Oh and after a series of delays the full draft of RDA has finally been released.  But I haven’t had a chance to read it yet (which would be my homework).  Expect more on this later.


October 22, 2008

There’s been a lot of talk on Autocat this week regarding the absence of RDA’s first full draft.  It was originally supposed to be released last week.  Now the rumor mill is saying it’ll be out on Halloween, the irony of which has not passed anyone by, especially not after Heidi Hoerman’s presentation.  Something has gone horribly wrong.

Reaching our Limits

October 4, 2008

There are some days when I truly despair for how far behind library catalogs are from the rest of the world.  At work yesterday one of my colleagues was attempting to compile a list of our new DVDs for our patrons and was unable to pull out a single piece of useful from the system besides the titles.  She wanted to list the directors of each film, which couldn’t be done.  She also wanted the year each film was released in cases where there were multiple adaptations, couldn’t be done.

The sad thing is that some of that information was indeed in the records, just not in a useful way.  Anyone who has any role in the production of a film can be listed in a record if the cataloger felt so inclined at the time, but their roles are never assigned and it’s not considered essential information so it only appears sporadically.  

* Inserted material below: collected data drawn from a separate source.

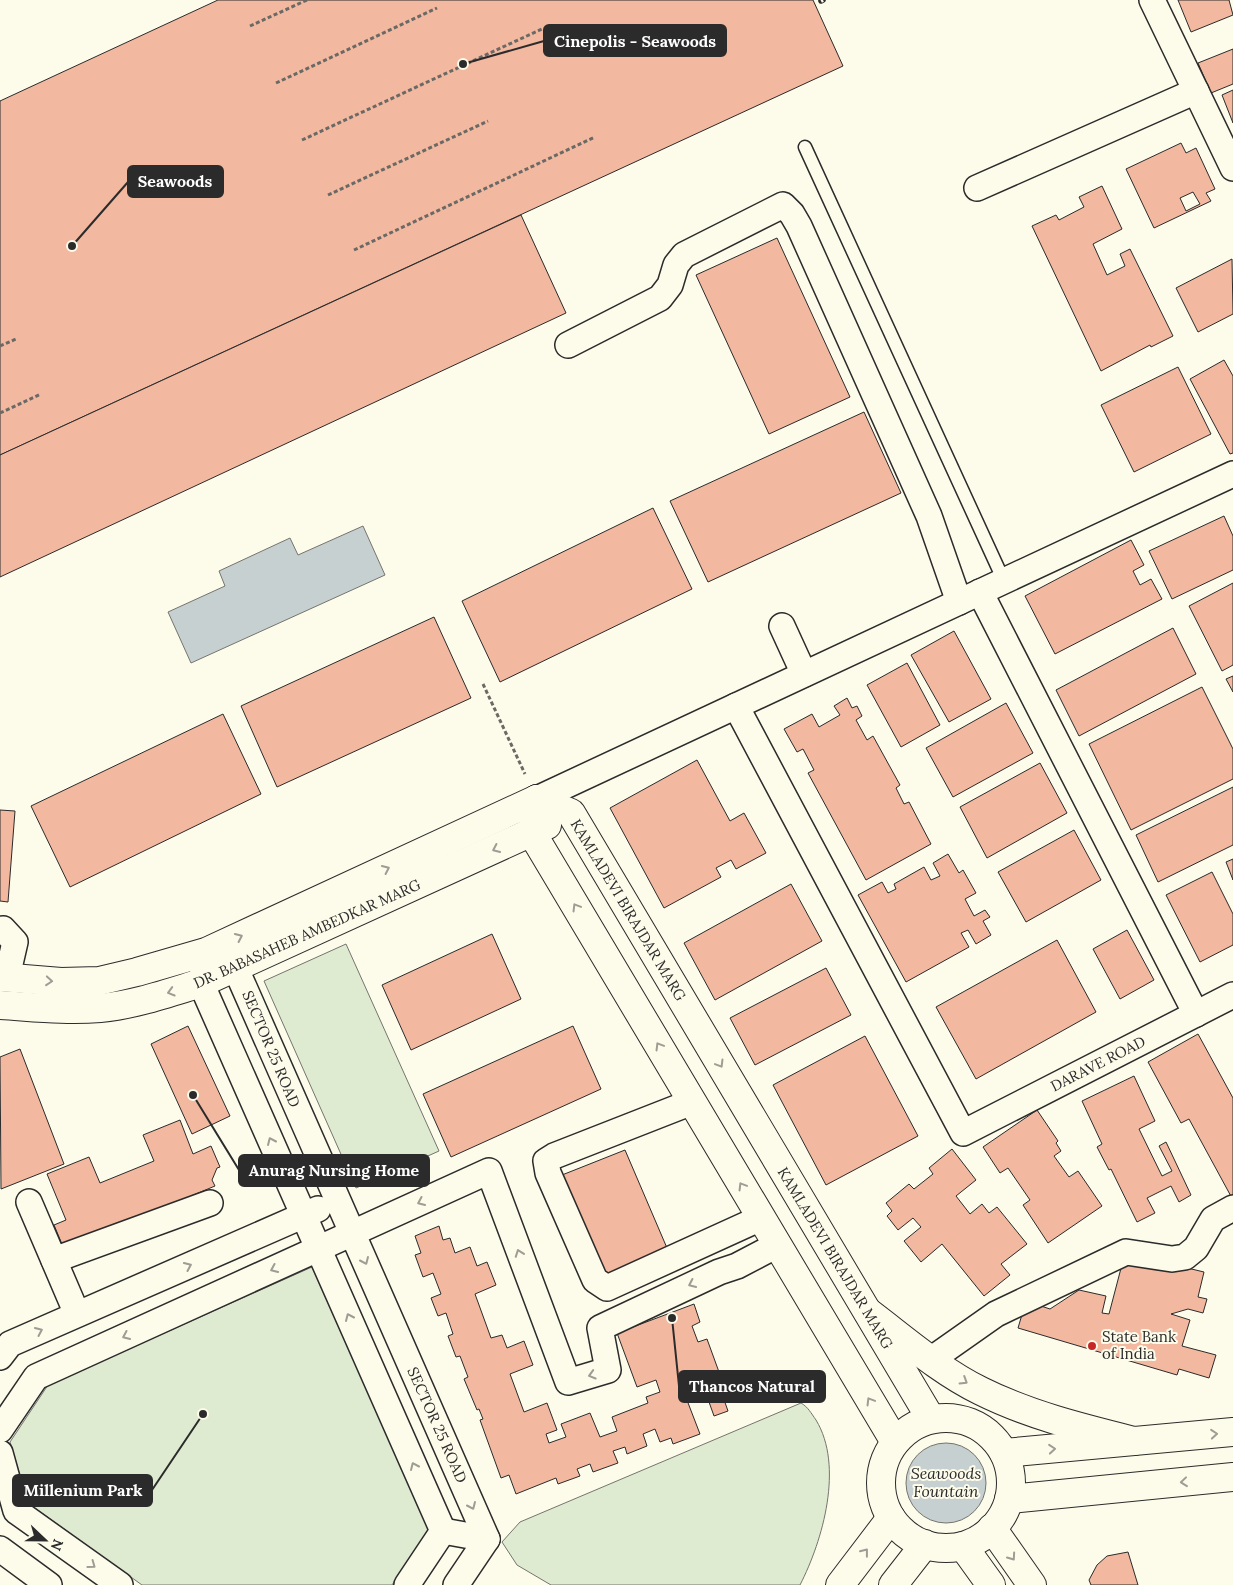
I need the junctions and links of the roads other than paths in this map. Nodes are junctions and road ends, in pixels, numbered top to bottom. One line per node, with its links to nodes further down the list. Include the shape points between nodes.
1 (1152, 0): 2 (street)
2 (1196, 91): 4 (street); 5 (street)
3 (805, 147): 8 (lane)
4 (1233, 168)
5 (977, 188)
6 (568, 345): 9 (street, via 660,298 684,255 783,205 799,226 929,516)
7 (1233, 474): 8 (street)
8 (1004, 581): 9 (street)
9 (970, 597): 11 (street); 24 (street)
10 (782, 626): 11 (street)
11 (804, 674): 12 (street)
12 (736, 706): 13 (street); 24 (street, DARAVE ROAD, via 963,1133)
13 (579, 780): 14 (street); 15 (street)
14 (537, 799): 15 (street, KAMLADEVI BIRAJDAR MARG); 16 (street); 18 (street, DR. BABASAHEB AMBEDKAR MARG, one-way to 14)
15 (571, 814): 16 (street, DR. BABASAHEB AMBEDKAR MARG); 36 (street, KAMLADEVI BIRAJDAR MARG, one-way to 36)
16 (532, 833): 19 (street, DR. BABASAHEB AMBEDKAR MARG, one-way to 19); 25 (street, one-way to 16)
17 (3, 929): 20 (street, via 15,942)
18 (206, 952): 19 (street); 20 (street, DR. BABASAHEB AMBEDKAR MARG, one-way to 18, via 62,982 99,981); 21 (street)
19 (236, 969): 21 (street, DR. BABASAHEB AMBEDKAR MARG); 26 (street, SECTOR 25 ROAD)
20 (4, 977)
21 (201, 983): 23 (street, DR. BABASAHEB AMBEDKAR MARG, one-way to 23, via 100,1008); 30 (street, one-way to 21)
22 (1233, 995): 24 (street, DARAVE ROAD)
23 (0, 1005)
24 (1196, 1014)
25 (692, 1102): 31 (street, one-way to 25); 31 (street, via 546,1161 548,1173 595,1280 607,1288)
26 (337, 1201): 30 (street); 32 (street, SECTOR 25 ROAD)
27 (29, 1202): 35 (street)
28 (210, 1203): 35 (street)
29 (1233, 1208): 39 (street, via 1213,1219 1196,1248 1185,1257 1172,1259 1126,1252 996,1314)
30 (304, 1215): 34 (street); 37 (street, one-way to 30)
31 (761, 1218): 33 (street)
32 (352, 1233): 33 (street, one-way to 32, via 600,1328 608,1370 568,1382 489,1171); 34 (street); 53 (street, SECTOR 25 ROAD, one-way to 53)
33 (777, 1245): 44 (street, one-way to 33)
34 (319, 1249): 41 (street, one-way to 41, via 36,1377); 52 (street, one-way to 34)
35 (54, 1260): 37 (street)
36 (868, 1312): 39 (street); 40 (street, KAMLADEVI BIRAJDAR MARG)
37 (77, 1314): 38 (street, one-way to 37, via 10,1344)
38 (0, 1357)
39 (932, 1360): 43 (street, one-way to 43, via 980,1391 1025,1410)
40 (931, 1419): 44 (street, via 912,1428); 46 (street, via 952,1418 973,1424 991,1436)
41 (0, 1430)
42 (1233, 1432): 43 (street, one-way to 42)
43 (1134, 1441): 46 (street, one-way to 43)
44 (895, 1442): 50 (street, via 882,1472 881,1488)
45 (0, 1453): 48 (street)
46 (1004, 1453): 49 (street, via 1011,1484)
47 (1233, 1477): 49 (street, one-way to 49)
48 (4, 1478): 58 (street, one-way to 58, via 16,1511)
49 (1009, 1499): 51 (street)
50 (891, 1518): 54 (street, via 900,1529); 61 (street, one-way to 50)
51 (992, 1528): 55 (street); 64 (street, one-way to 64)
52 (443, 1531): 53 (street); 59 (street)
53 (487, 1539): 60 (street)
54 (925, 1544): 55 (street, via 944,1548); 62 (street)
55 (963, 1546): 63 (street)
56 (0, 1549): 57 (street)
57 (49, 1585)
58 (120, 1585)
59 (407, 1585)
60 (456, 1585)
61 (840, 1585)
62 (893, 1585)
63 (990, 1585)
64 (1032, 1585)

Which officially makes our catalogs less powerful than the IMDB, Google, and the spreadsheet I cobbled together in excel for my own collection.  And don’t think that dvd’s are a unique example, this is par for the course.  Using a catalog try to find comics written but not drawn by Frank Miller, novels written by the actual V.C. Andrews, or a collection containing the Raven by Edgar Allen Poe.

These are all useful, fairly everyday searches that are impossible to conduct using the catalog alone.  And we these are pieces of software we’re paying small ransoms for, which are all the while becoming more and more obsolete.  And to make maters worse, we can accept a large amount of the blame for this ourselves.  While we’re debating the practicalities of FRBR and RDA and generally aren’t getting anywhere with a great deal of speed LibraryThing is merrily marching on with less than a dozen people on staff and have been implementing exactly these sorts of things monthly.

Why can’t we do the same with the resources that come from the rest of the profession?

The Nail In the Coffin

October 2, 2008

I just had to share this one.  Heidi Hoerman has put together a brilliant slide show (sadly her talk that went with it is not available) in which she makes the case that RDA is destined “to die a quiet death”.  Her arguments are pretty sound and I can’t help but agree.

Cost of RDA

September 24, 2008

Wow, going through my autocat digest this morning I came across a gigantic thread concerning the proposed economic model for the new RDA standard.  I think it’s safe to say that people are not happy with it.  Librarians are demanding a model that makes the proposal freely available and many have said that they don’t see it catching on if its distributed via a subscription service.  

The only counter arguement stated so far over the listserv is that RDA’s potential distributors don’t see the potential in the free models to recoup their development costs.  It’s early and there aren’t any figures out there for either side, but my gut response is with those who say that the free will prove prohibitive to its use, especially since a large portion of the cataloging community out there remains unconvinced of RDA’s value to begin with, and I’m among them.

The RDA Saga Continues

August 26, 2008

Ann Chapman has put her RDA support piece, RDA: a Cataloging Code for the 21st Century, online.  It’s a great piece of propaganda, that makes RDA sound great without addressing any of the criticisms heaped upon the proposed standard.